*** MATERIAL PROVIDED ***

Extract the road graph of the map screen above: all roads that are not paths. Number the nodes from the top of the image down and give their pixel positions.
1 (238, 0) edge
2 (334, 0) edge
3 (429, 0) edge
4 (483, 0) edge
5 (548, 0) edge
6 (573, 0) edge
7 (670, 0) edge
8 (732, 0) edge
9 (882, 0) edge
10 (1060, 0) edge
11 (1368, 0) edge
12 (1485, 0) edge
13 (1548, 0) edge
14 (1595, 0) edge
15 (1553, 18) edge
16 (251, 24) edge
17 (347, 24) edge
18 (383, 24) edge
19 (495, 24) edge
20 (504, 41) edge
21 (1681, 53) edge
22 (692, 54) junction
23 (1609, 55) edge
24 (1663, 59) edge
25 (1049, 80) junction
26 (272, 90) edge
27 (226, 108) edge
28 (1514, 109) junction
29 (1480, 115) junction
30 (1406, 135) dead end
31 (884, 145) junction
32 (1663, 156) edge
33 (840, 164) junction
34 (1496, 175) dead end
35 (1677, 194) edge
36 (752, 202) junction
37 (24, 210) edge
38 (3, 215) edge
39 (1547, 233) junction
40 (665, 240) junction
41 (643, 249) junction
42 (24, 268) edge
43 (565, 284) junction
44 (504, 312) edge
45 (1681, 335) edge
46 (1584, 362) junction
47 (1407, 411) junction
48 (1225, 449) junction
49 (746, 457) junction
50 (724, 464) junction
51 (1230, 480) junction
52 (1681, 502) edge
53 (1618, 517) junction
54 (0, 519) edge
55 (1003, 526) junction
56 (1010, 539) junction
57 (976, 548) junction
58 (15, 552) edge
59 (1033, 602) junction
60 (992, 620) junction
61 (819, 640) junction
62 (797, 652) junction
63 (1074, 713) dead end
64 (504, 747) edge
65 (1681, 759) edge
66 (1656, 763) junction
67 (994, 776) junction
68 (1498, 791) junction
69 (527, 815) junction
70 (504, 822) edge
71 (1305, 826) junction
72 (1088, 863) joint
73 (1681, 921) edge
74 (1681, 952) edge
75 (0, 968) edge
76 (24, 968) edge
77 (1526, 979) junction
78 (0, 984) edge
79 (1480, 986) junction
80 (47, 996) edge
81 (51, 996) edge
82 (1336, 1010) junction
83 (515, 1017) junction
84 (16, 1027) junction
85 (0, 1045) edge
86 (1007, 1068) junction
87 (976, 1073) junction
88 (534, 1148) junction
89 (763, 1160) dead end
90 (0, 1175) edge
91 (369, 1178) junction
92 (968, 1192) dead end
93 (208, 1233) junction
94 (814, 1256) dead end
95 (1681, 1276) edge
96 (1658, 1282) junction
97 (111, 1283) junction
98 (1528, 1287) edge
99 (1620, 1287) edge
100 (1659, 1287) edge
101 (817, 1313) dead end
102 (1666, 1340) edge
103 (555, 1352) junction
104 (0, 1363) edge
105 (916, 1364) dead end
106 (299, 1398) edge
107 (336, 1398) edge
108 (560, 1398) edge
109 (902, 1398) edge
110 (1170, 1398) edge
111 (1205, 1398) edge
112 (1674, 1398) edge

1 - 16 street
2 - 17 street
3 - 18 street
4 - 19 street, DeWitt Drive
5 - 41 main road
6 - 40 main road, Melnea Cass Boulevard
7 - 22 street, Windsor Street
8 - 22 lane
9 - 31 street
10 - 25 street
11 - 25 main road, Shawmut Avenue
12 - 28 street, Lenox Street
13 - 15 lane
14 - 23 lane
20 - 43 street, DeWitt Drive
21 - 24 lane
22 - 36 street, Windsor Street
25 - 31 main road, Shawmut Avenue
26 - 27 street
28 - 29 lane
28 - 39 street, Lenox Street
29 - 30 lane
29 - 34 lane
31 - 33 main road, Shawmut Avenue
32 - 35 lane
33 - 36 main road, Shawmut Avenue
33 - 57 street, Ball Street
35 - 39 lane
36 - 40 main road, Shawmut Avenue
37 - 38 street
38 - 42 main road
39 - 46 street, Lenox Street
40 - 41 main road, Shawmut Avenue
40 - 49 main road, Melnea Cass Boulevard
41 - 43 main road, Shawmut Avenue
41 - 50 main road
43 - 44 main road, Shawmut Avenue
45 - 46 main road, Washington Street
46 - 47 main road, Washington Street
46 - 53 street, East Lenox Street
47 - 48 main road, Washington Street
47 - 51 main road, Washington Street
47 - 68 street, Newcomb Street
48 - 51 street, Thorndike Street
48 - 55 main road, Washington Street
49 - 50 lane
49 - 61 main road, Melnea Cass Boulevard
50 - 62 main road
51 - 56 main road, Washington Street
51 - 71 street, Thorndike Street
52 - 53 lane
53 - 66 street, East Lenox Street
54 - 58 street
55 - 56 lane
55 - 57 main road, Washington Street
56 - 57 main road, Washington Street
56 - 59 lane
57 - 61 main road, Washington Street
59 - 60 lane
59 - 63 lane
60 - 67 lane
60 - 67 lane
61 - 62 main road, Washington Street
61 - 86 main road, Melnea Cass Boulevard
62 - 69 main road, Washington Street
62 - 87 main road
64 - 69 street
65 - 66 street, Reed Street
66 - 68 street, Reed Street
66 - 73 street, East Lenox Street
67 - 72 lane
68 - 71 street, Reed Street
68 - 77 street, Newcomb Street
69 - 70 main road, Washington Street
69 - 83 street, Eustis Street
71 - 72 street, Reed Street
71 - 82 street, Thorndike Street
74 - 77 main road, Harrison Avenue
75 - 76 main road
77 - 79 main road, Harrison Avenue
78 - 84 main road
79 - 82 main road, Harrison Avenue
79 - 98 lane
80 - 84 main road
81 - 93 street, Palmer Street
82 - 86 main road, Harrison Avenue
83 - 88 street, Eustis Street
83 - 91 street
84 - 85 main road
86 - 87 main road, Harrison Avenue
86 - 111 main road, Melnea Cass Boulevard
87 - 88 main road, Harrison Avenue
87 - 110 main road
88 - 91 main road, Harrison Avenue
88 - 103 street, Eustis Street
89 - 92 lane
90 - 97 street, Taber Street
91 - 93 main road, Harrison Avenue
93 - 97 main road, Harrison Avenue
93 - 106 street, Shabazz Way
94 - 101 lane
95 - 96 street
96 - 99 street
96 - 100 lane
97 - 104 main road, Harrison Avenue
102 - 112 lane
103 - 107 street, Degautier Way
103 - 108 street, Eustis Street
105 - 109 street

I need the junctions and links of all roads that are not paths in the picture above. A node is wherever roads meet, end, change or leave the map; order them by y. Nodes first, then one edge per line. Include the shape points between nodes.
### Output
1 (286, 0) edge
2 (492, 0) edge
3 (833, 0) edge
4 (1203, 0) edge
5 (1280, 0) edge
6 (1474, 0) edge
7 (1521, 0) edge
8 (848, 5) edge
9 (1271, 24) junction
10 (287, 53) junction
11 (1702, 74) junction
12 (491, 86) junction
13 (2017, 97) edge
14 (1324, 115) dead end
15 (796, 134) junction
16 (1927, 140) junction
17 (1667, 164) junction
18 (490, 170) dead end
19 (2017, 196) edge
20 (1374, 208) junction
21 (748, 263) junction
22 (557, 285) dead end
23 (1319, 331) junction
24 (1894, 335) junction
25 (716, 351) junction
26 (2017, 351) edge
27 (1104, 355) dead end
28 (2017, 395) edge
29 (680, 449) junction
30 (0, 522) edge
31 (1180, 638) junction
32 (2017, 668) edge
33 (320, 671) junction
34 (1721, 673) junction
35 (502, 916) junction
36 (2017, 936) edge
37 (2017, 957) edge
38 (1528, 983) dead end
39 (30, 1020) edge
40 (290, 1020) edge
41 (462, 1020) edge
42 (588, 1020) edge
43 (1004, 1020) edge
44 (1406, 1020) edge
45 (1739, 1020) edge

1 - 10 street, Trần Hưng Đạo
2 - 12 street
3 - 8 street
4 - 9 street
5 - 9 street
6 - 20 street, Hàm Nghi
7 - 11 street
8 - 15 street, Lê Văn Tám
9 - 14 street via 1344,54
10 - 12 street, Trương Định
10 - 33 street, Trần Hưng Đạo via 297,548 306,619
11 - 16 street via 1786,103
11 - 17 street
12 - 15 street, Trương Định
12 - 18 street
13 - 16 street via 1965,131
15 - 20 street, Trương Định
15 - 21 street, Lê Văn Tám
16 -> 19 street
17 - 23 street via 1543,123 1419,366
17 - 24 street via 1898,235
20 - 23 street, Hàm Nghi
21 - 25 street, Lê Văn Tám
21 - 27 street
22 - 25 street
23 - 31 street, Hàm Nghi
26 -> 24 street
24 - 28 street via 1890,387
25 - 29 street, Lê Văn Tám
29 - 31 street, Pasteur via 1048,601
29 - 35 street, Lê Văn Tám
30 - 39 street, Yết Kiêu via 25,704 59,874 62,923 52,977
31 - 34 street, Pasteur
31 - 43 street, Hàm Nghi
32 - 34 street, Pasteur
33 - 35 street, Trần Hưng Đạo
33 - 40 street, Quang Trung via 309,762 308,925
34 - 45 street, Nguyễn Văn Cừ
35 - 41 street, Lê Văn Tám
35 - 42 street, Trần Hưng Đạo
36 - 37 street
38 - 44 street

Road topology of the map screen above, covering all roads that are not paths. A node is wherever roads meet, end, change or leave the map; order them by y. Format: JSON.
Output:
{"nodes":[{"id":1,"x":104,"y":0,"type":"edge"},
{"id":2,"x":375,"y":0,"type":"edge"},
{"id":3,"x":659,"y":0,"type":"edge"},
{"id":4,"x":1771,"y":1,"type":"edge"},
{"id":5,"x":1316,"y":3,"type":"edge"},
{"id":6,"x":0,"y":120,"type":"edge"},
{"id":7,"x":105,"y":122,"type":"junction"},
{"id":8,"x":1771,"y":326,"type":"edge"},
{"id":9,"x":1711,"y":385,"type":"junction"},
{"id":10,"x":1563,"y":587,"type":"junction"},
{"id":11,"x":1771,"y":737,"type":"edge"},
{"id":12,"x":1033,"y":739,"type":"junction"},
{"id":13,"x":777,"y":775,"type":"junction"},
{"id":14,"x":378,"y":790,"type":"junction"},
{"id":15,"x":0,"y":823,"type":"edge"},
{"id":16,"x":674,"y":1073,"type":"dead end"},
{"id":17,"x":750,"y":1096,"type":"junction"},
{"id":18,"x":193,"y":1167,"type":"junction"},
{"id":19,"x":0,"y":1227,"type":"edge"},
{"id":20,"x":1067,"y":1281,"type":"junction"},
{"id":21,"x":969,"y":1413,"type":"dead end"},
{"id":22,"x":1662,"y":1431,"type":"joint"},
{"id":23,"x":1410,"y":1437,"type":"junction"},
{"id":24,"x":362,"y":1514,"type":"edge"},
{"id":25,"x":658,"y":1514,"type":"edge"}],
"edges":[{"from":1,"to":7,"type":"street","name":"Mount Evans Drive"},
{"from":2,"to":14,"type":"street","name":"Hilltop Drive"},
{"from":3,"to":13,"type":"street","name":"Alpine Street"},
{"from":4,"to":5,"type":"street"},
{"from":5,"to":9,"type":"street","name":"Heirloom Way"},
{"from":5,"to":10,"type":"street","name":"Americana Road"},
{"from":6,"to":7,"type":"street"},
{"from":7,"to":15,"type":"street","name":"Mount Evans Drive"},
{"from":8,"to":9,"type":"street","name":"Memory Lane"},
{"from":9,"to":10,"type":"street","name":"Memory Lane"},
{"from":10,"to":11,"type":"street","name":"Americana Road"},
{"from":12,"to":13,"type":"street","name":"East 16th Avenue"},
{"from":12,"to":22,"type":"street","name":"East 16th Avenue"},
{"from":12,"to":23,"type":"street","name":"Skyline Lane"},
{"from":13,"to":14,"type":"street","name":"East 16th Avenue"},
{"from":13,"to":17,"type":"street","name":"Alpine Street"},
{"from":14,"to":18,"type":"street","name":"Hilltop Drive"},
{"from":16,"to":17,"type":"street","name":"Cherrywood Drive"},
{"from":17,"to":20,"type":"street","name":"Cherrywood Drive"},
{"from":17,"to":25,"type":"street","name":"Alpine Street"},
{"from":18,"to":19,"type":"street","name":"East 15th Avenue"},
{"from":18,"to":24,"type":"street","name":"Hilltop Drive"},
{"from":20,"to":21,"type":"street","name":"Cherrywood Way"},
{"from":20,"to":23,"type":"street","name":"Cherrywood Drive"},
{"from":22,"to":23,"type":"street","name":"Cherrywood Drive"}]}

***

_WORK ORDER:_ Find the word "Windsor" in the entries above, then copy each line that holds it.

_ANSWER BOX:_
7 - 22 street, Windsor Street
22 - 36 street, Windsor Street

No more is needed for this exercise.